*** Material for this task Section Begins ***

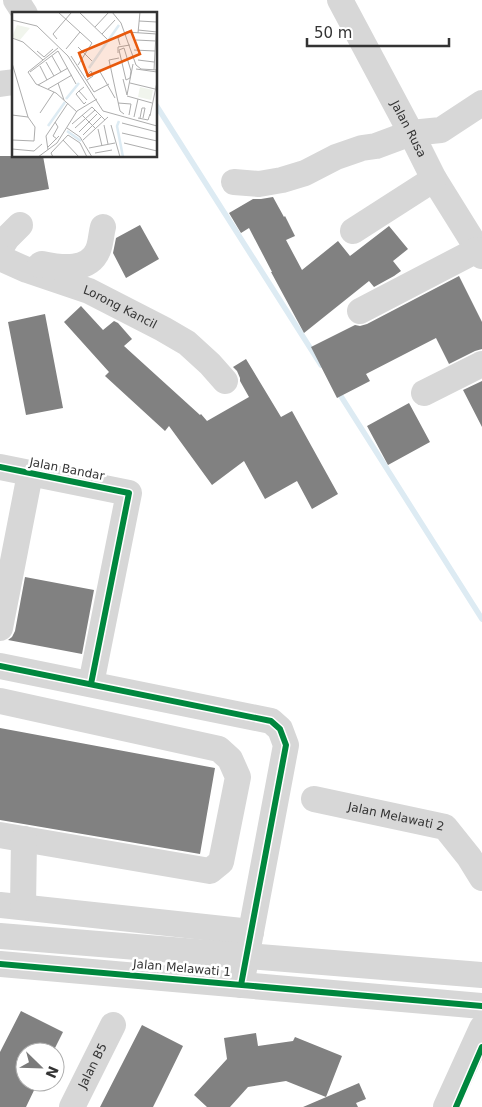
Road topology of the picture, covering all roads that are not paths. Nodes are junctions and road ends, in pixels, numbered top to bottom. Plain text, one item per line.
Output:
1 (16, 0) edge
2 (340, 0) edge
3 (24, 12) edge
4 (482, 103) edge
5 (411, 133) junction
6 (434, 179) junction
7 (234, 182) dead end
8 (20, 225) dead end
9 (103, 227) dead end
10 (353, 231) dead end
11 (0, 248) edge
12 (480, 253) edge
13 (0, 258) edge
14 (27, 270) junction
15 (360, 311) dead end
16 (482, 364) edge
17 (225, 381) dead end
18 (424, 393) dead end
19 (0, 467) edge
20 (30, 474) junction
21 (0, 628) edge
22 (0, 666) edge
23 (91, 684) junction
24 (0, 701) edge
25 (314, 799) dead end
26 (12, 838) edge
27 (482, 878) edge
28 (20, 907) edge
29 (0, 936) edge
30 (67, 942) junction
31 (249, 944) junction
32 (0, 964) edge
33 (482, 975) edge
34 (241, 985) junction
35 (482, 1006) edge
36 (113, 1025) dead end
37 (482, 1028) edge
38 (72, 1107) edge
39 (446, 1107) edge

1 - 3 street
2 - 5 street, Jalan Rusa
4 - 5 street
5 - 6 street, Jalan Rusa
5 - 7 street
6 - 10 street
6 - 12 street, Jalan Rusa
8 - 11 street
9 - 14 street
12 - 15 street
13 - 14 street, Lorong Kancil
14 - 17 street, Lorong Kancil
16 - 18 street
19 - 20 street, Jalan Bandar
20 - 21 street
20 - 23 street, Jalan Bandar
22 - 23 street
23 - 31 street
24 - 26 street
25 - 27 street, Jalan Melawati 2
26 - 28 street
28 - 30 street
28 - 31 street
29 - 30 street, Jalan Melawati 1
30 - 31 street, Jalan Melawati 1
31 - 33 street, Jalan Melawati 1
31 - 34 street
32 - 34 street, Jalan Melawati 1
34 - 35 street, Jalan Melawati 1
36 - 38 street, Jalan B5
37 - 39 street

*** Material for this task Section Ends ***
*** Material for this task Section Begins ***

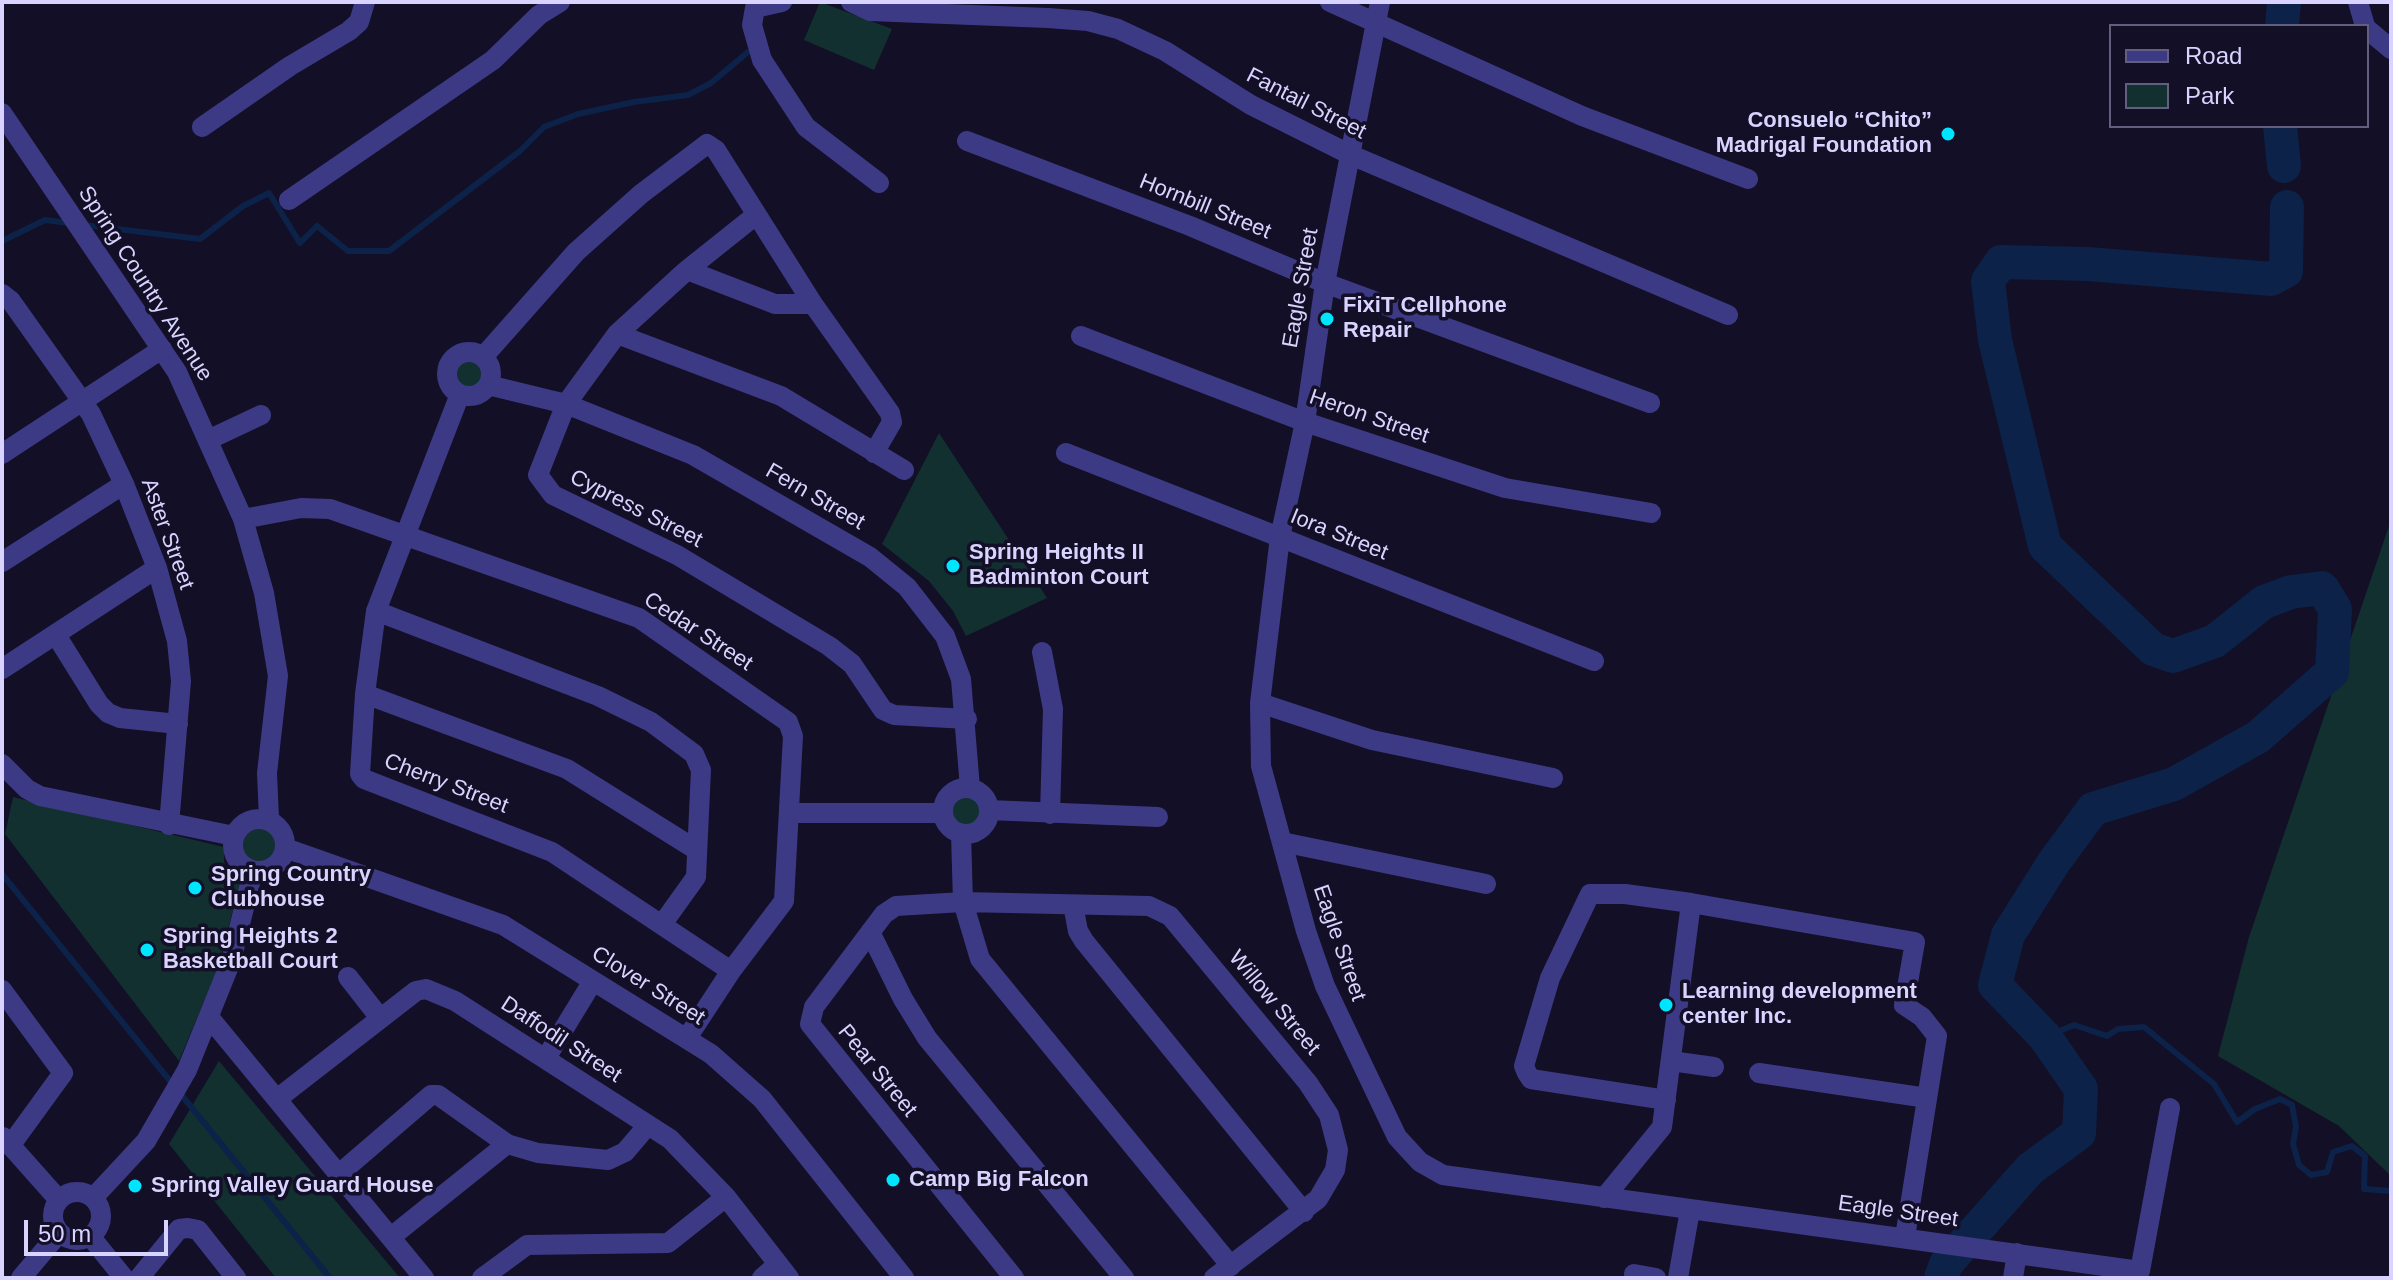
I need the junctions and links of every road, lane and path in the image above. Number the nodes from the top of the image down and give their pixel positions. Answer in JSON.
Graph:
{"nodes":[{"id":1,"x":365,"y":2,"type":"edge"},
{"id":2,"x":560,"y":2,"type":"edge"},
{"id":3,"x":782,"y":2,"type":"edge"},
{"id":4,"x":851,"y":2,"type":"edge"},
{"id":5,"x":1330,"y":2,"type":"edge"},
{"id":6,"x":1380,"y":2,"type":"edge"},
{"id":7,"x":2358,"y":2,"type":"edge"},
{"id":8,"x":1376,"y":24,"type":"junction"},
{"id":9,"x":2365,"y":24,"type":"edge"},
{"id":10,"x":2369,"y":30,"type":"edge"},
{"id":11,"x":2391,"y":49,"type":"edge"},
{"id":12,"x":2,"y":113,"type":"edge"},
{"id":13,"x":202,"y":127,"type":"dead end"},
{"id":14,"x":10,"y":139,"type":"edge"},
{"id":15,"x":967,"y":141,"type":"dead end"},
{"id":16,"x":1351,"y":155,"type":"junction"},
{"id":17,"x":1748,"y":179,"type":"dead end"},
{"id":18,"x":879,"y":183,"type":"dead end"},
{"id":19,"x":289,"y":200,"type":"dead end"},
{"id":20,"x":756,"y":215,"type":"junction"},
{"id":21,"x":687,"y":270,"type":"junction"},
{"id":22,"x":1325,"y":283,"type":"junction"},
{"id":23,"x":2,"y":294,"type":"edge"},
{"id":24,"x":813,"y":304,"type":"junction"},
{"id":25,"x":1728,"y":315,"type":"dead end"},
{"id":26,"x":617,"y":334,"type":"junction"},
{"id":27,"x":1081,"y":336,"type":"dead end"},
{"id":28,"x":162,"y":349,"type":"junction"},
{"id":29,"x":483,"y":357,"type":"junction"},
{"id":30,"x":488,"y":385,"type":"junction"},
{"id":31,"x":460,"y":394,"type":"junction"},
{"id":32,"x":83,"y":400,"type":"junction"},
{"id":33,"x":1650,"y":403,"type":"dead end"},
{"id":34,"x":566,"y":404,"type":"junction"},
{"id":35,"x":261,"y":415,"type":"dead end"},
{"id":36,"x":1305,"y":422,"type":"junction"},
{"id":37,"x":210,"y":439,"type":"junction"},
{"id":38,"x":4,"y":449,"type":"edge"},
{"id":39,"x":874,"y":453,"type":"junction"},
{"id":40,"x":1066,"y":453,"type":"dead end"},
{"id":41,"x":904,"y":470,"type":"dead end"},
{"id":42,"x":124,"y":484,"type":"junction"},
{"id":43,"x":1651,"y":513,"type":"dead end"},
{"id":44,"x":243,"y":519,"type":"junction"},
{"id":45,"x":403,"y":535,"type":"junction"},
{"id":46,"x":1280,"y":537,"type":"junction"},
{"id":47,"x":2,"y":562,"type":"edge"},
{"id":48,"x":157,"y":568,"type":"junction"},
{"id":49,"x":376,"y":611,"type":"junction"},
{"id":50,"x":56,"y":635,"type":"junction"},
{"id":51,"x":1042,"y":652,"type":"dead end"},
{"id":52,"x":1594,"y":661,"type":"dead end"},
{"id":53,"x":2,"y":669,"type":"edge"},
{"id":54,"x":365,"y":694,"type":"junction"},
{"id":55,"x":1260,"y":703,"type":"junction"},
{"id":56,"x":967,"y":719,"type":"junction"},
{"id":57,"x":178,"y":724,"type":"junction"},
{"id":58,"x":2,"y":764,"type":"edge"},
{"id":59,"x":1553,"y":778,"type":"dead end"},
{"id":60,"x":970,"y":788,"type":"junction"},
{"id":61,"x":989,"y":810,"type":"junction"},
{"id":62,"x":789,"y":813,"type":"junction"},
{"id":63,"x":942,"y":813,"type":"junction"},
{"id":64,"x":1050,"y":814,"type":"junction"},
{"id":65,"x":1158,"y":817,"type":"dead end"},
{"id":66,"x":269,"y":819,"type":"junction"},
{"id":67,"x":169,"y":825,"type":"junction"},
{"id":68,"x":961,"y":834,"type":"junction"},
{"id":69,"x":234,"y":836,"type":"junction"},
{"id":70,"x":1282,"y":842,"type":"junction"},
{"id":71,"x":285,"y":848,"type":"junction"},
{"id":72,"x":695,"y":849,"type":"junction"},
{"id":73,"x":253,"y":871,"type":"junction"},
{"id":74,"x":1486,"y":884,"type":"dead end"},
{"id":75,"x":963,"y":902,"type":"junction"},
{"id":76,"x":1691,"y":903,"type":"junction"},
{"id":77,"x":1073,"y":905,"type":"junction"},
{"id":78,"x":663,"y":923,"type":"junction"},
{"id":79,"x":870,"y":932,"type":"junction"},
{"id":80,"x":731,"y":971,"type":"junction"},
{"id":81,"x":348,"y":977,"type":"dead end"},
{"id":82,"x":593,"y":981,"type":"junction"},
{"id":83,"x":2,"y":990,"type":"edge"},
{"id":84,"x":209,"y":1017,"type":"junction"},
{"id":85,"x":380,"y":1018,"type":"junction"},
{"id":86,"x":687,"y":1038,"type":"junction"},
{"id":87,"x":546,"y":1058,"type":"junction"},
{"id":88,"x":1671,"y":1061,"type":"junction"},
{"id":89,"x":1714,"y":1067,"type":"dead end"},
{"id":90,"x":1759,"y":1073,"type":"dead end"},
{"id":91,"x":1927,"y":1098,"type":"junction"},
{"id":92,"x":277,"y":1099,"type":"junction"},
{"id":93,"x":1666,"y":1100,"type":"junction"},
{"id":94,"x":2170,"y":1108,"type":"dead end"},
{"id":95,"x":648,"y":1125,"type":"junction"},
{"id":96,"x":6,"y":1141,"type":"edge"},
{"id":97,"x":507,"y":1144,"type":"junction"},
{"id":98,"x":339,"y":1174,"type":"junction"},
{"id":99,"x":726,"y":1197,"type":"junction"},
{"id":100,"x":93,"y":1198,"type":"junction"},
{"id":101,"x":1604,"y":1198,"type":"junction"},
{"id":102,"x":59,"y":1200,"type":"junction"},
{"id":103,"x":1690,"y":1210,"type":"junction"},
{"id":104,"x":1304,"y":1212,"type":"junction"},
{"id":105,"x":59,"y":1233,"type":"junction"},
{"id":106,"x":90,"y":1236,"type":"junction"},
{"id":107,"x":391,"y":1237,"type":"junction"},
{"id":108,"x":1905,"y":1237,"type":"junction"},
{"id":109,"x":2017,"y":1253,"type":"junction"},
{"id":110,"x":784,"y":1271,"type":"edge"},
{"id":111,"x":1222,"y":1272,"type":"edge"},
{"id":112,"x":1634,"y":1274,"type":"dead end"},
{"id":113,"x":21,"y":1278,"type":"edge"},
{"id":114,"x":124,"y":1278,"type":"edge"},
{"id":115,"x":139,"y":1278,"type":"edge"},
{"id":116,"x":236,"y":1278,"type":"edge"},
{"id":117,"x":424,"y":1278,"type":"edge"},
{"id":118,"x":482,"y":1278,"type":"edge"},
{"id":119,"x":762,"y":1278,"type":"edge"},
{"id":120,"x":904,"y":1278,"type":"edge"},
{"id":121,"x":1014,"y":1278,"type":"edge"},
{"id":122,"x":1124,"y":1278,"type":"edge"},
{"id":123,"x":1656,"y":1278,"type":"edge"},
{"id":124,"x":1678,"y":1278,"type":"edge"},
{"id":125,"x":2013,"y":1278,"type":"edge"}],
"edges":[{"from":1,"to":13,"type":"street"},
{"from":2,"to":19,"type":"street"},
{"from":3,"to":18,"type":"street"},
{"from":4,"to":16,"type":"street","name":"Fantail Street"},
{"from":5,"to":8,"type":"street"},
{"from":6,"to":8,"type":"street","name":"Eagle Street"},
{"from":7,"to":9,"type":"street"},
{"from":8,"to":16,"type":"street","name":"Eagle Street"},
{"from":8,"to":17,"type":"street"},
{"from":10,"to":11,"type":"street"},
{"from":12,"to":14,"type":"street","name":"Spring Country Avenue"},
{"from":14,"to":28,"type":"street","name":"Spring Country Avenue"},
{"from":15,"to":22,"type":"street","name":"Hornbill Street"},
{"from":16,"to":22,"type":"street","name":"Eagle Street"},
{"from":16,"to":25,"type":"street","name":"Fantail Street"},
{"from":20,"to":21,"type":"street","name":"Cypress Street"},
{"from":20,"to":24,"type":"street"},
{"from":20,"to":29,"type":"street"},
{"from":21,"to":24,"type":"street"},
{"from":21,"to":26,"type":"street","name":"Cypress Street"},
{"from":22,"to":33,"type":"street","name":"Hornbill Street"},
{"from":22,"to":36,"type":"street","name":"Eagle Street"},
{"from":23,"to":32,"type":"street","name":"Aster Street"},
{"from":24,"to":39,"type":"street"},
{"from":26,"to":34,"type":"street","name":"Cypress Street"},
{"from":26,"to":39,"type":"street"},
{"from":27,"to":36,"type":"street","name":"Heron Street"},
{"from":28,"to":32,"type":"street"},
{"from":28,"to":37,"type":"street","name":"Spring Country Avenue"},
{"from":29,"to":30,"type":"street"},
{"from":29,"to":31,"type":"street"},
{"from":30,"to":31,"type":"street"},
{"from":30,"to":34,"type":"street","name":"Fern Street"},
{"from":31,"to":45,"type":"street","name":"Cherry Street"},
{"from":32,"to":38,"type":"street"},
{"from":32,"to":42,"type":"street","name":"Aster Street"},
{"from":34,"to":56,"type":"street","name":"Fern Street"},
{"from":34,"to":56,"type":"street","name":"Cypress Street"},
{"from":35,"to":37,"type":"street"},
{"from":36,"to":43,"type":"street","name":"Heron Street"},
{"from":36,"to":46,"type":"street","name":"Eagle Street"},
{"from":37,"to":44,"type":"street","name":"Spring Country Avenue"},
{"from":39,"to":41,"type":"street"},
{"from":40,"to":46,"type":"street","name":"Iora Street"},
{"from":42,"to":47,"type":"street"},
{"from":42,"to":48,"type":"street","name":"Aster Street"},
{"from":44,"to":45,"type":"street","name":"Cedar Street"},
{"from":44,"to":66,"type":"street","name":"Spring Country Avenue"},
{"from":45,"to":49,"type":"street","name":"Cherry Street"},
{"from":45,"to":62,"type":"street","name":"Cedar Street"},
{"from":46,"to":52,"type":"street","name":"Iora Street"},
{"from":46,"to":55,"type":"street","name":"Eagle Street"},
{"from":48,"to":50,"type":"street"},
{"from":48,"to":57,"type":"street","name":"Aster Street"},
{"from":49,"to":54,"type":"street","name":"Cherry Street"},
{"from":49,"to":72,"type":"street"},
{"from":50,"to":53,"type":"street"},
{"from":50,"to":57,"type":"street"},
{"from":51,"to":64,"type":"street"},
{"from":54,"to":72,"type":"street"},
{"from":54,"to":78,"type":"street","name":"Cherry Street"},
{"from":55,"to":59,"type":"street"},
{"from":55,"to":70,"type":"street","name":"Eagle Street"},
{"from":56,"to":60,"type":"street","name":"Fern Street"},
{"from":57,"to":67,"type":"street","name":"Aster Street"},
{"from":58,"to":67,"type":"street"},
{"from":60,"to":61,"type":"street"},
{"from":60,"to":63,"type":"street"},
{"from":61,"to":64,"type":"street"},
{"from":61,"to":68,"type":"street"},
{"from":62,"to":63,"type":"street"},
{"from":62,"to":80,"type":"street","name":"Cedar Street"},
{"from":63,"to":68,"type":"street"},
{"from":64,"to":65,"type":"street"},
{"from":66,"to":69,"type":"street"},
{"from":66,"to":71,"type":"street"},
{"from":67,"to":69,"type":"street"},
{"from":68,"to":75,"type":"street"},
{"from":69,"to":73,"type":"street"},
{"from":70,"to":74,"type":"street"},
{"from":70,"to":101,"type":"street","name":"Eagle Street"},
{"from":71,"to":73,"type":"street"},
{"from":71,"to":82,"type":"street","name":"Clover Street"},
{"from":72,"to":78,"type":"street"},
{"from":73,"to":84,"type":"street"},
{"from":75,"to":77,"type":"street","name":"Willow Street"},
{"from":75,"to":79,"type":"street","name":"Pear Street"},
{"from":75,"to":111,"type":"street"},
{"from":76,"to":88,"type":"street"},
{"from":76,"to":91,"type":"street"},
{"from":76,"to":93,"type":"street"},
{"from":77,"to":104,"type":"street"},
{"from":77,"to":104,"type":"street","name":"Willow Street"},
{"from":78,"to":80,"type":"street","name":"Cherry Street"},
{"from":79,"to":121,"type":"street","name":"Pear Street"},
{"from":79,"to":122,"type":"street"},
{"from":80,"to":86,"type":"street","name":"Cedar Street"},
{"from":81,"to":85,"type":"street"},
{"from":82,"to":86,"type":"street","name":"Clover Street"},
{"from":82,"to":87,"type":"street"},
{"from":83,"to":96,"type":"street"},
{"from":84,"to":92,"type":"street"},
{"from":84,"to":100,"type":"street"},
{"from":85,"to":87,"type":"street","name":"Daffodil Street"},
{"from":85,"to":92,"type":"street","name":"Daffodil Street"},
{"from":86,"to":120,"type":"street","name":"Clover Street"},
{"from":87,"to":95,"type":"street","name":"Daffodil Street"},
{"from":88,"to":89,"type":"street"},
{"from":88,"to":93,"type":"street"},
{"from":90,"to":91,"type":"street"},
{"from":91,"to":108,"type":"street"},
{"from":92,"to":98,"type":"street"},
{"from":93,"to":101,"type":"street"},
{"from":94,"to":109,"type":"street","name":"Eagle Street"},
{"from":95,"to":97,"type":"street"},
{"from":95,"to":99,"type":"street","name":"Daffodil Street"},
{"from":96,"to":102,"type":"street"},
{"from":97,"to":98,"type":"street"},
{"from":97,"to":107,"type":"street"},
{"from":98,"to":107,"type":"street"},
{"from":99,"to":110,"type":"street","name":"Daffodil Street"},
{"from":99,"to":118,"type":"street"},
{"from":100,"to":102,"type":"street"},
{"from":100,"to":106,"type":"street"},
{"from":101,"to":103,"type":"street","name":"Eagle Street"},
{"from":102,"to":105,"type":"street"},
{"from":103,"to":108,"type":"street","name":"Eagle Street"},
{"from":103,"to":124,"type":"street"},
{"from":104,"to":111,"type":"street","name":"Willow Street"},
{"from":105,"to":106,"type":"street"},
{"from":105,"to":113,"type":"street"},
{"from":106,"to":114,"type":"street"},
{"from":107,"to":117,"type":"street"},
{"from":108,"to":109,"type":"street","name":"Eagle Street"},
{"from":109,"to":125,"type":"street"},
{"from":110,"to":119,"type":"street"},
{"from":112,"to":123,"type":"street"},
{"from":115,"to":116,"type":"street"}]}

*** Material for this task Section Ends ***

Which lines of the listing above hold the word "Kancil"? Copy each of them.

### Answer section
13 - 14 street, Lorong Kancil
14 - 17 street, Lorong Kancil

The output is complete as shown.